Michael Roberts writes in response to my piece on Marx:
However, Henwood reckons the current crisis is the result of inequality and low wages reducing consumption and thus the answer is to raise wages and public spending. The problem with this view of Marx is that it does not match the facts: consumption did not slump at all prior to the Great Recession: it was the collapse of the housing market, profits and then investment, not consumption. Raising wages and reducing inequality will help the majority but lower profitability further and thus reignite the capitalist crisis. It’s not higher shares for labour that is the answer but the replacement of the capitalist mode of production.
I’m all for the latter, but it’s a tall order. It’s one for the long run, and as the man said, in the long run we’re all dead. Keynes said that in response to the mainstream prescription for high unemployment, which is to do nothing because capitalism’s marvelous tendency towards equilibrium will take care of the problem in the long run. Sometimes I feel the same ways about these calls for revolution. The same with climate change. In the long run, revolution will take care of things, but in the short-to-medium run, things look fairly bleak.

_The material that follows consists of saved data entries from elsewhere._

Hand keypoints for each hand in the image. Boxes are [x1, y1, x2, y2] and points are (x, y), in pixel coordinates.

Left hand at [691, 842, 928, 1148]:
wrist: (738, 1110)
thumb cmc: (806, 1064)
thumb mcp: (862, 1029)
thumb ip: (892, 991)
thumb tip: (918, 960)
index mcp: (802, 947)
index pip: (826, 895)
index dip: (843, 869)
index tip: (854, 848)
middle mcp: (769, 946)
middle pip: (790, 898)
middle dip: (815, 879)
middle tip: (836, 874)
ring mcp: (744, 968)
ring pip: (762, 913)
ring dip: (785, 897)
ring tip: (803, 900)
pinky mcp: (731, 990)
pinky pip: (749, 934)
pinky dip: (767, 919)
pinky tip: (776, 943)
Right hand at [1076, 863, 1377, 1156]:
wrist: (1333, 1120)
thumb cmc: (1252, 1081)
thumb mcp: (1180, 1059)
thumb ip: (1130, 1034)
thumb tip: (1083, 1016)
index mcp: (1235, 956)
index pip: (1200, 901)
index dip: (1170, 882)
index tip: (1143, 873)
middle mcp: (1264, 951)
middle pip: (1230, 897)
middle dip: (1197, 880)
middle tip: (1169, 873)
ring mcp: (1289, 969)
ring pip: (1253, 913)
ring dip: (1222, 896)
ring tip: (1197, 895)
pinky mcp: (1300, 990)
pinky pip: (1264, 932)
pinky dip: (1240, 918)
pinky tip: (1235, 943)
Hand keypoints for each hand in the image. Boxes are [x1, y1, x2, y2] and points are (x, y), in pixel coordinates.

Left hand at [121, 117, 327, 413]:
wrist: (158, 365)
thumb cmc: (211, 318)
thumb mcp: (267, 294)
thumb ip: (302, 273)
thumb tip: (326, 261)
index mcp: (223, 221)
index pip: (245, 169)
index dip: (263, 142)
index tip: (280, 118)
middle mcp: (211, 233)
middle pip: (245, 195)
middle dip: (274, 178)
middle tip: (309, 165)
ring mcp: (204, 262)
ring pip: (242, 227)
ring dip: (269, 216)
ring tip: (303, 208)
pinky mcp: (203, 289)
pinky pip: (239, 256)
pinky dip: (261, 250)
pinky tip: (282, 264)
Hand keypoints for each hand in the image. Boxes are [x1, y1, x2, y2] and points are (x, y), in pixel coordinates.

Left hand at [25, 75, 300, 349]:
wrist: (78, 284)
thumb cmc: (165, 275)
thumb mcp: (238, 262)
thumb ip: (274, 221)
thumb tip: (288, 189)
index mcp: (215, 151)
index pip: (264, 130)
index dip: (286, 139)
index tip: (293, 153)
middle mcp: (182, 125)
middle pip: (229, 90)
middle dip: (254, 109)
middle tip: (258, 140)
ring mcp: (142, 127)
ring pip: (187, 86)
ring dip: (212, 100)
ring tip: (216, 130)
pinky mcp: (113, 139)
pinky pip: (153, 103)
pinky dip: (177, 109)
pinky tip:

But I never argued that consumption declined before the Great Recession. On the contrary, it was a record share of GDP during the 2001–2007 expansion, 67.3%, 7 points above the 1950s and 1960s averages. I said that borrowing was used to offset stagnant or declining incomes to sustain mass consumption:
[A] system dependent on high levels of mass consumption has a hard time coping with the stagnation or decline in mass incomes…. Borrowing sustained the mass consumption model for a few decades. Non-rich households borrowed to buy cars, buy food, pay medical bills, buy ever-more-expensive houses, and so on. Conveniently, rich households had plenty of spare cash to lend them. That model broke apart in 2008 and has not — and cannot — be revived. Without the juice provided by spirited borrowing, demand remains constricted and growth rates, low. (See also: Europe.)
A footnote: I didn’t have the space, but mass consumption is necessary not only to the pre-existing economic model, it’s politically essential for legitimating a brutal and unstable system. So far, the bourgeoisie has managed to keep discontent well-bottled, but you never know how long their luck will continue.
A second footnote: the consumption figure is inflated by medical expenditures that are paid for by third parties like insurance companies. Such expenditures are treated as consumption in the national income accounts; take those away, and consumption looks a lot weaker. More on that soon.